We collaborate, gather our community strength, with AATA assistance, to make noise. We move forward with legislative initiatives in as many states as possible. This means participating in advocacy efforts in whatever way you are able. Write to your legislators, attend AATA virtual advocacy events—especially our next licensure advocacy learning session to be held on June 9th—and support your art therapy advocacy team for local initiatives and events. I am confident that together, as a profession, we can make it happen.
Margaret Carlock-Russo, EdD, LCAT(NY), ATR-BC, ATCS
Margaret has over 24 years of experience as an art therapist working with individuals and groups. Much of her career has been spent working with people with health conditions or impairments and learning disabilities. Most recently, she has developed Chroma Soul Arts, an organization focused on providing community groups and retreats, addressing issues of aging, social connection, self-care, and wellness.

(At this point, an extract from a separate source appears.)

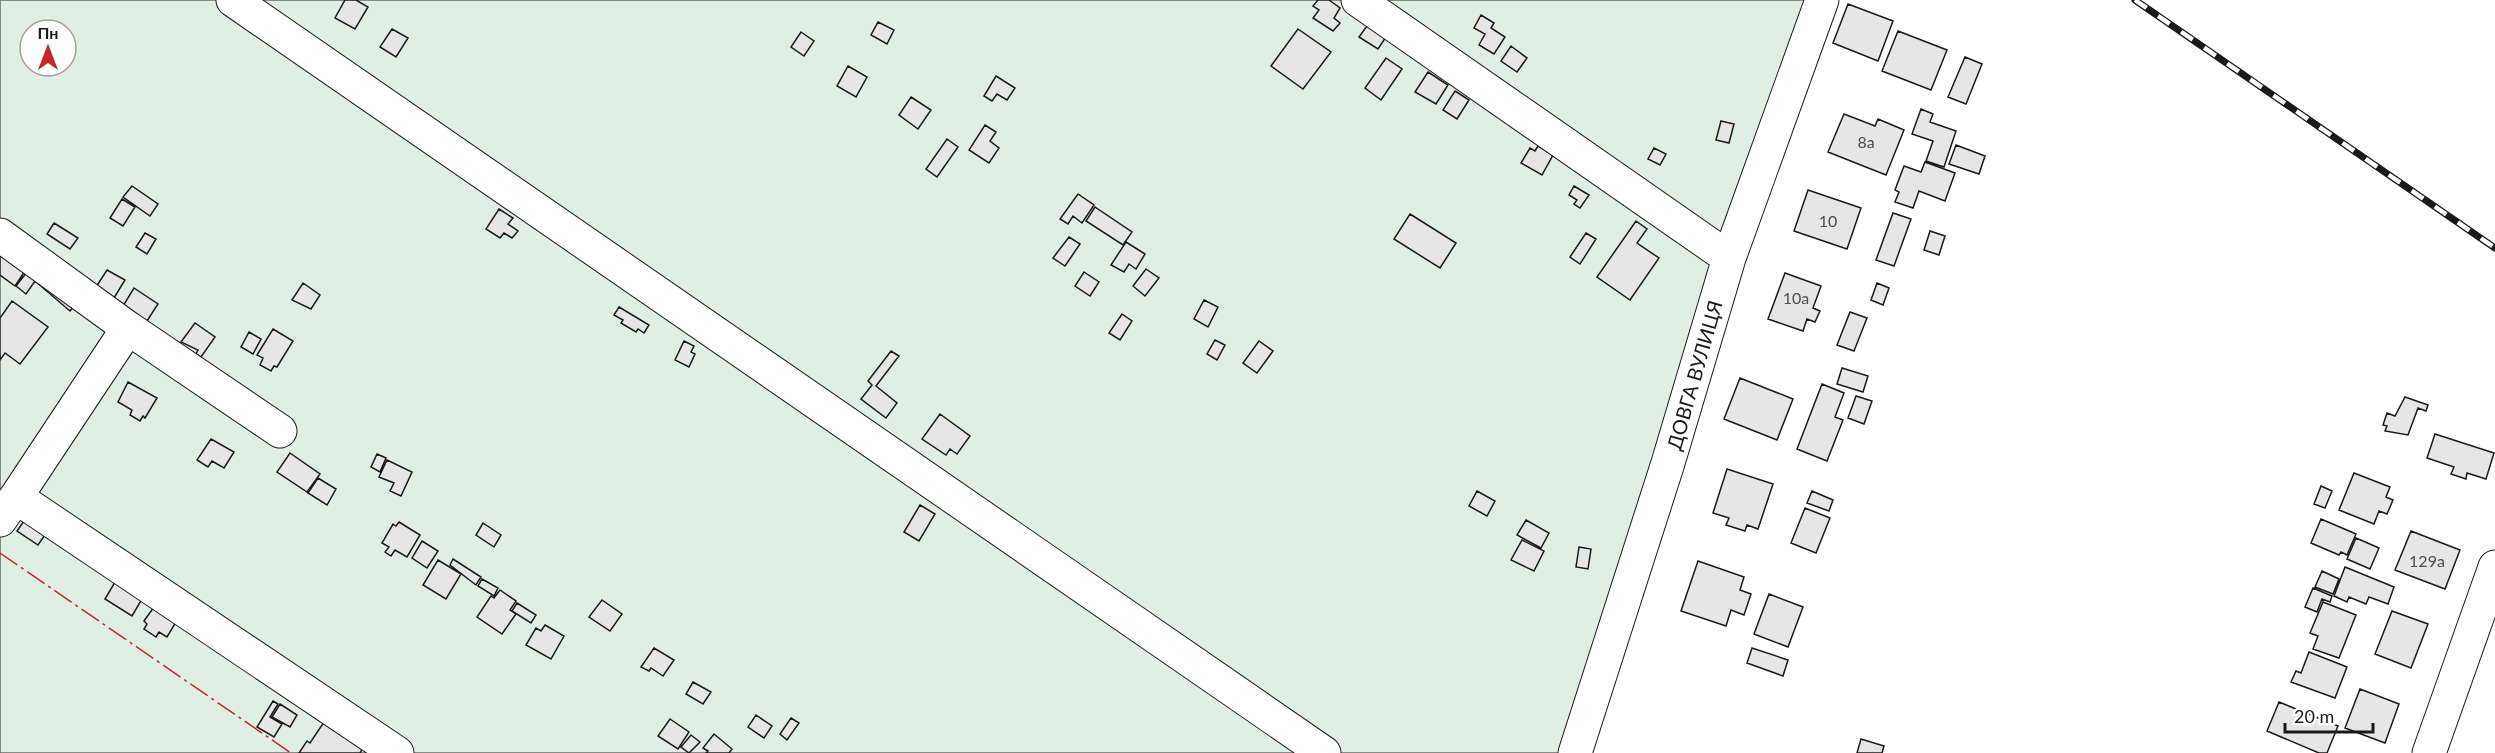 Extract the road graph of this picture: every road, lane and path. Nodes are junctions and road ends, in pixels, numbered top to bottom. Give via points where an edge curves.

Margaret is also an associate faculty at Prescott College, coordinating their Expressive Arts Therapy Post Master’s Certificate Program. She is the Immediate Past President of the American Art Therapy Association (AATA) and has previously served as Speaker of the Assembly of Chapters (2016) and Governmental Affairs Committee Chair (2011-2015). Margaret’s academic research interest focuses on teachers’ understanding and integration of students’ social and emotional development within the academic environment.